[Structured pose outputs]
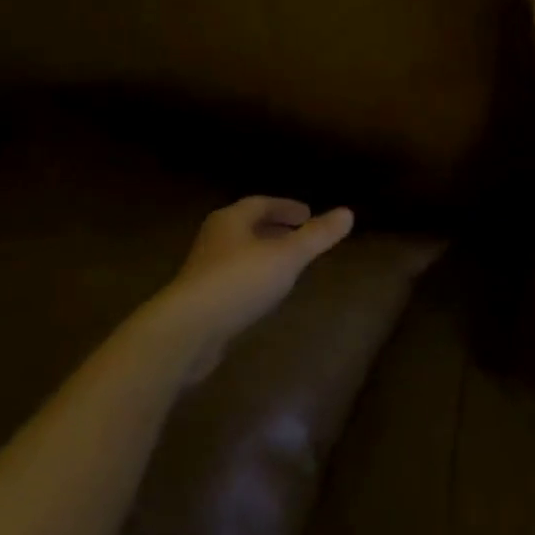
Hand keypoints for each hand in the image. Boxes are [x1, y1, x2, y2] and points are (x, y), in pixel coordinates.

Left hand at [159, 197, 353, 358]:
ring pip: (240, 252)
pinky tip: (265, 293)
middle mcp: (214, 238)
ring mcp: (204, 270)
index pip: (261, 203)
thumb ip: (317, 236)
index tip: (308, 214)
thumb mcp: (287, 256)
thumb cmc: (239, 282)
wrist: (187, 331)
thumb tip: (348, 213)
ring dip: (263, 253)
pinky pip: (233, 278)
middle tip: (300, 234)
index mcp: (231, 220)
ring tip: (288, 263)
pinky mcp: (200, 299)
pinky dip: (253, 277)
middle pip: (247, 226)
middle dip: (274, 228)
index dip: (286, 207)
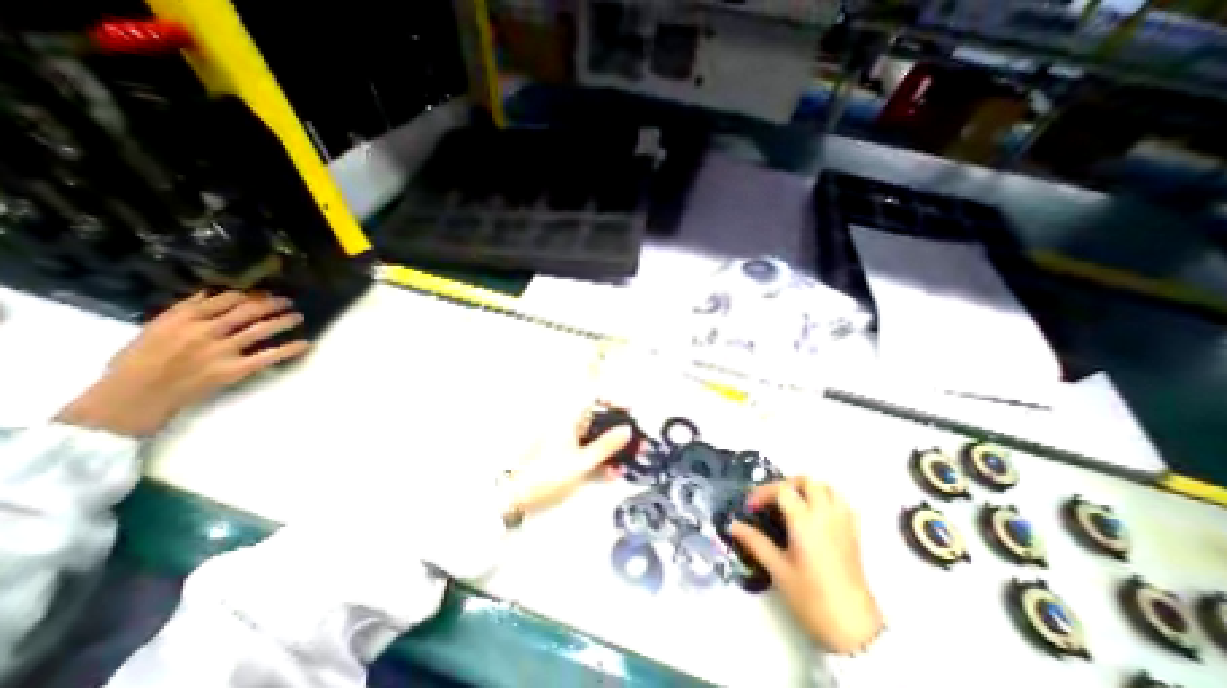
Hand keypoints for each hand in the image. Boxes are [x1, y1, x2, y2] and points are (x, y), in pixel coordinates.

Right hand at [58, 291, 309, 434]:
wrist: (132, 398)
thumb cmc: (139, 362)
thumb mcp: (154, 329)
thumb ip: (183, 311)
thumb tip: (210, 292)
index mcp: (182, 320)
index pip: (224, 300)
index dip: (249, 295)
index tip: (263, 293)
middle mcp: (203, 332)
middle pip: (247, 312)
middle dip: (271, 304)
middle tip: (288, 301)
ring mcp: (220, 351)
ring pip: (260, 330)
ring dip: (284, 321)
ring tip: (297, 317)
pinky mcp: (233, 370)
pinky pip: (269, 357)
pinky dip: (290, 349)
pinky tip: (306, 344)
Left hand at [502, 404, 636, 515]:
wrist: (513, 492)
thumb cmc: (545, 474)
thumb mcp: (581, 462)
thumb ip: (606, 445)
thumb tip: (627, 430)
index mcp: (569, 416)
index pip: (595, 395)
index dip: (615, 400)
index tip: (630, 411)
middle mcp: (567, 421)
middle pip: (599, 416)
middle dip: (619, 429)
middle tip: (636, 443)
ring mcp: (565, 435)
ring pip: (595, 434)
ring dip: (611, 446)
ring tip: (626, 462)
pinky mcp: (562, 449)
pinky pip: (586, 446)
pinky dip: (598, 455)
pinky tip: (609, 471)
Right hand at [725, 477, 881, 652]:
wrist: (853, 630)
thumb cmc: (811, 597)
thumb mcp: (777, 569)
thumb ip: (755, 542)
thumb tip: (733, 525)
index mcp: (805, 521)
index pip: (782, 489)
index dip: (762, 493)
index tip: (750, 507)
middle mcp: (825, 515)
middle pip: (807, 481)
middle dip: (786, 484)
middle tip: (772, 500)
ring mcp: (843, 523)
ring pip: (827, 488)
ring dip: (808, 488)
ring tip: (793, 503)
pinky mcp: (854, 534)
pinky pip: (842, 503)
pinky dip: (828, 499)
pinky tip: (816, 514)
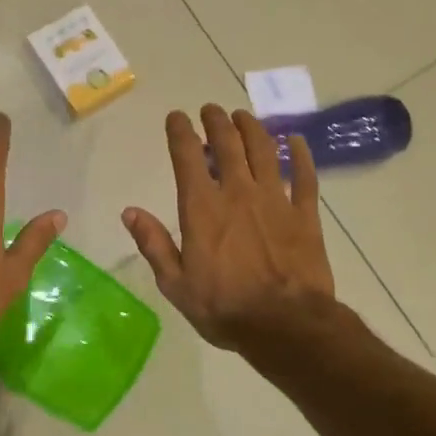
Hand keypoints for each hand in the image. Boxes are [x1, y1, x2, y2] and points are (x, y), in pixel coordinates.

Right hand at [122, 105, 334, 350]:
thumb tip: (129, 212)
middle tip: (211, 110)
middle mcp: (238, 193)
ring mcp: (275, 200)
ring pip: (264, 151)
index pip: (187, 156)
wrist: (285, 325)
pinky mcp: (305, 214)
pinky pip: (305, 176)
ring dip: (252, 128)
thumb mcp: (176, 284)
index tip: (176, 117)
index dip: (180, 131)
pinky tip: (297, 141)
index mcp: (202, 208)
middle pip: (228, 144)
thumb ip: (153, 244)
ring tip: (244, 116)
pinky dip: (300, 155)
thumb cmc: (224, 308)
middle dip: (217, 121)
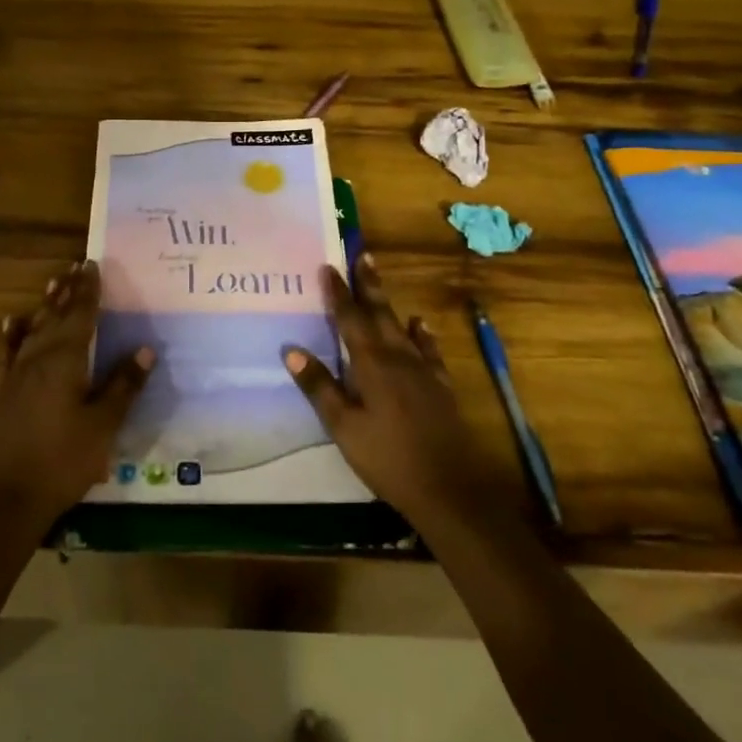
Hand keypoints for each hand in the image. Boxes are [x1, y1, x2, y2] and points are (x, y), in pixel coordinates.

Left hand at [0, 260, 152, 530]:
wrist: (9, 496)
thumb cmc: (64, 459)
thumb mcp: (104, 425)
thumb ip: (123, 385)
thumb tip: (145, 349)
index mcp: (65, 361)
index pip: (80, 316)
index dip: (88, 290)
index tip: (93, 265)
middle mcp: (38, 357)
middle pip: (56, 316)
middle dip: (68, 291)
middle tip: (76, 266)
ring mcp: (15, 373)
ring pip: (33, 328)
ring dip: (45, 305)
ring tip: (54, 283)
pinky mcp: (0, 390)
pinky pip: (7, 351)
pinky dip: (13, 333)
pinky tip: (13, 322)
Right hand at [283, 253, 507, 533]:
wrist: (450, 487)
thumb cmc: (388, 458)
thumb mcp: (344, 427)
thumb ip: (320, 387)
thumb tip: (291, 350)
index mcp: (372, 364)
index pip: (350, 320)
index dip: (338, 293)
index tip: (328, 266)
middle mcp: (398, 357)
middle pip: (379, 313)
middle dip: (368, 284)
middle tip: (362, 254)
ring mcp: (423, 370)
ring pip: (401, 326)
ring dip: (388, 301)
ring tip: (379, 280)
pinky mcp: (440, 386)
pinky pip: (428, 349)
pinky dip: (421, 334)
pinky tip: (419, 325)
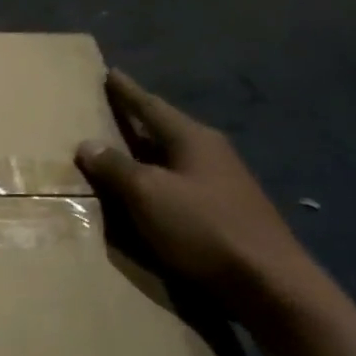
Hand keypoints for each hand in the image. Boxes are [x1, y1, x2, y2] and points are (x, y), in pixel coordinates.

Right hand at [77, 70, 312, 306]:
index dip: (126, 92)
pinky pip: (180, 184)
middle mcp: (211, 153)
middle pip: (165, 129)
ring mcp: (223, 182)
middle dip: (137, 121)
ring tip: (120, 151)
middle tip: (109, 110)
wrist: (267, 282)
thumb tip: (87, 144)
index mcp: (193, 139)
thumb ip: (115, 168)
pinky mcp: (225, 211)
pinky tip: (147, 192)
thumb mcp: (147, 195)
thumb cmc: (202, 228)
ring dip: (146, 154)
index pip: (151, 106)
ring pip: (174, 158)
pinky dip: (158, 181)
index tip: (110, 73)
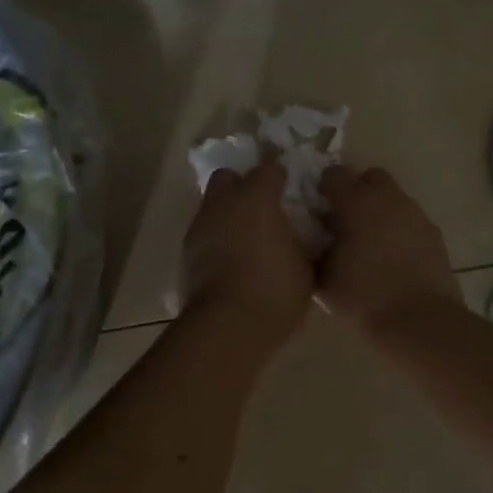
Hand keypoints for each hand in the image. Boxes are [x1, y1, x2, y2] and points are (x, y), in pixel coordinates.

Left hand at [182, 158, 314, 340]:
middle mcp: (224, 202)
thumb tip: (300, 232)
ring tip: (245, 238)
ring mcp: (201, 225)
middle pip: (229, 176)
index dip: (279, 172)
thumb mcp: (305, 266)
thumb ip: (303, 240)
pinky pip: (204, 231)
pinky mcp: (186, 250)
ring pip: (212, 203)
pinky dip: (216, 237)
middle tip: (261, 207)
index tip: (289, 184)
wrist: (226, 326)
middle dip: (243, 184)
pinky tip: (230, 259)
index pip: (269, 166)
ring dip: (227, 212)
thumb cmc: (274, 291)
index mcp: (256, 198)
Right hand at [316, 166, 460, 328]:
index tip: (318, 207)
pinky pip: (410, 221)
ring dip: (380, 211)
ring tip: (370, 242)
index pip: (335, 174)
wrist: (420, 322)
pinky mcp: (434, 235)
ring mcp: (415, 215)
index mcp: (357, 202)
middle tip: (346, 219)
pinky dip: (399, 230)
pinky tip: (393, 258)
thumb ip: (315, 250)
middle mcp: (388, 199)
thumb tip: (314, 241)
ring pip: (394, 198)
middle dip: (358, 190)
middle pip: (371, 177)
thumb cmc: (364, 295)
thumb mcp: (323, 277)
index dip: (324, 187)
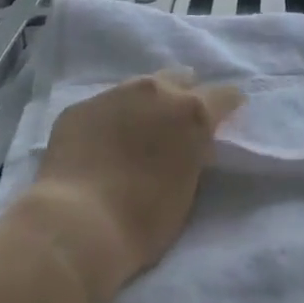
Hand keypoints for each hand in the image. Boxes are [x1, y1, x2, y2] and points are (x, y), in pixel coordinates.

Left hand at [19, 70, 242, 302]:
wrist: (76, 225)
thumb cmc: (142, 221)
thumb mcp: (186, 189)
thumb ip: (192, 154)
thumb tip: (191, 144)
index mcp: (191, 112)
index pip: (225, 95)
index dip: (227, 107)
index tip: (224, 119)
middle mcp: (156, 91)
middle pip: (180, 78)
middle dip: (183, 96)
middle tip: (175, 124)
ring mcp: (114, 94)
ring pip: (139, 88)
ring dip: (144, 105)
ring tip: (136, 132)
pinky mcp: (80, 107)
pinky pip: (104, 107)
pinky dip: (109, 120)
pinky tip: (100, 145)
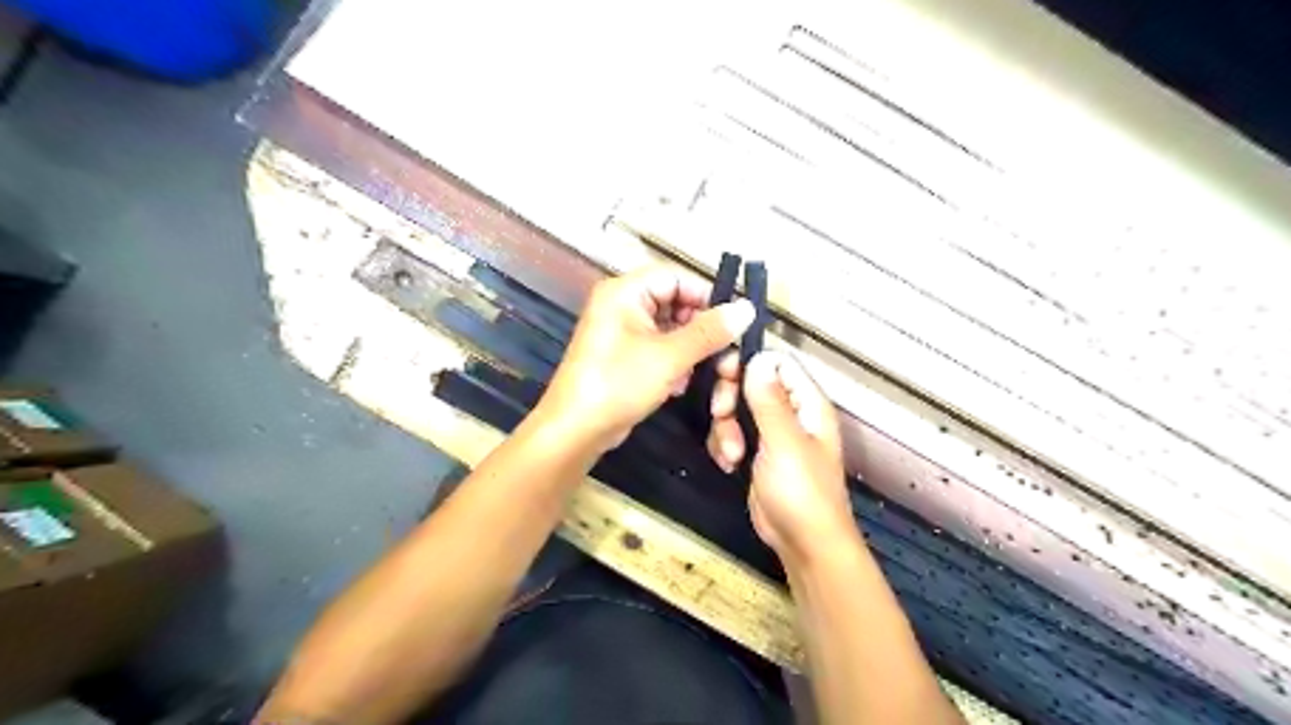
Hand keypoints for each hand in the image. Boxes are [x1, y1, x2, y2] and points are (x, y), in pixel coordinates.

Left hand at [537, 267, 758, 453]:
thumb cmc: (618, 384)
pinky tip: (679, 384)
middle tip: (723, 354)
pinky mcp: (624, 356)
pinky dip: (674, 363)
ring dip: (690, 350)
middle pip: (675, 303)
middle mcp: (621, 304)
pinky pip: (659, 348)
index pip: (676, 277)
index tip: (733, 323)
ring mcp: (621, 331)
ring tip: (700, 373)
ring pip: (670, 329)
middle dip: (700, 330)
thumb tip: (747, 308)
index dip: (707, 297)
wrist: (575, 431)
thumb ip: (710, 331)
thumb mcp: (670, 356)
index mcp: (625, 291)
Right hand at [704, 354, 854, 564]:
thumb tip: (758, 358)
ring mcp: (772, 433)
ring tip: (731, 454)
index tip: (724, 374)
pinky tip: (729, 464)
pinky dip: (724, 445)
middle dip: (730, 399)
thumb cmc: (801, 492)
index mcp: (807, 403)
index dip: (749, 363)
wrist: (803, 543)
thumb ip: (768, 400)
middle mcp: (790, 412)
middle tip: (721, 415)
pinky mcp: (756, 452)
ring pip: (736, 409)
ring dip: (725, 428)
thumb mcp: (784, 442)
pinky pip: (731, 433)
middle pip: (750, 382)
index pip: (777, 362)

### YOUR INSTRUCTIONS:
Scan the entries for lines holding the string "Left", then copy every one of them.

### TASK RESPONSE:
Left hand at [159, 197, 353, 358]:
Left hand at [502, 404, 636, 515]:
Left hand at [0, 260, 152, 530]:
Left hand at [182, 158, 314, 340]:
Left hand at [19, 70, 242, 302]:
Left hand at [537, 267, 758, 453]:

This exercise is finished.